** Data to use follows **

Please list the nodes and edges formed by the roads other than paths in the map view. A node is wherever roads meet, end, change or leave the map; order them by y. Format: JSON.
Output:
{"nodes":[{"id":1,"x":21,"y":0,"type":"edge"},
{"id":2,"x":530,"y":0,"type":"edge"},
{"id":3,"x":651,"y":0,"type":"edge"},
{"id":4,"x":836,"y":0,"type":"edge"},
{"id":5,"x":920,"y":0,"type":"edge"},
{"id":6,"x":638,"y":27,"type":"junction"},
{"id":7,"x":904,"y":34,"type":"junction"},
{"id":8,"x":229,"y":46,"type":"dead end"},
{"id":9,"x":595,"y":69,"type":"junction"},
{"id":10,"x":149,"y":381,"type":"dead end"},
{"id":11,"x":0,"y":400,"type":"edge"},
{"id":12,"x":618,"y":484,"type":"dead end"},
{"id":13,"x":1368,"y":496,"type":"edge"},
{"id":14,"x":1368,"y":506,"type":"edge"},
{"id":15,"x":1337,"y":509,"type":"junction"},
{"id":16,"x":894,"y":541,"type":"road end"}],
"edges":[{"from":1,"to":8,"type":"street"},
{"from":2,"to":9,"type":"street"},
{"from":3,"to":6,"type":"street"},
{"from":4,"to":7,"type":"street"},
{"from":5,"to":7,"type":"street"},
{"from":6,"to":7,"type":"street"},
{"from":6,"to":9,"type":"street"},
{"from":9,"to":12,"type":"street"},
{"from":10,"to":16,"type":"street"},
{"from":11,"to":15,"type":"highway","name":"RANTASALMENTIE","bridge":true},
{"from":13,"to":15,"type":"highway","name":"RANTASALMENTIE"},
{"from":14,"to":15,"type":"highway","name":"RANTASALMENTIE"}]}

** End of Data to use **

▸ Task item
Which lines above contain the word "name"? Copy each one.

▸ Result
{"from":11,"to":15,"type":"highway","name":"RANTASALMENTIE","bridge":true},
{"from":13,"to":15,"type":"highway","name":"RANTASALMENTIE"},
{"from":14,"to":15,"type":"highway","name":"RANTASALMENTIE"}]}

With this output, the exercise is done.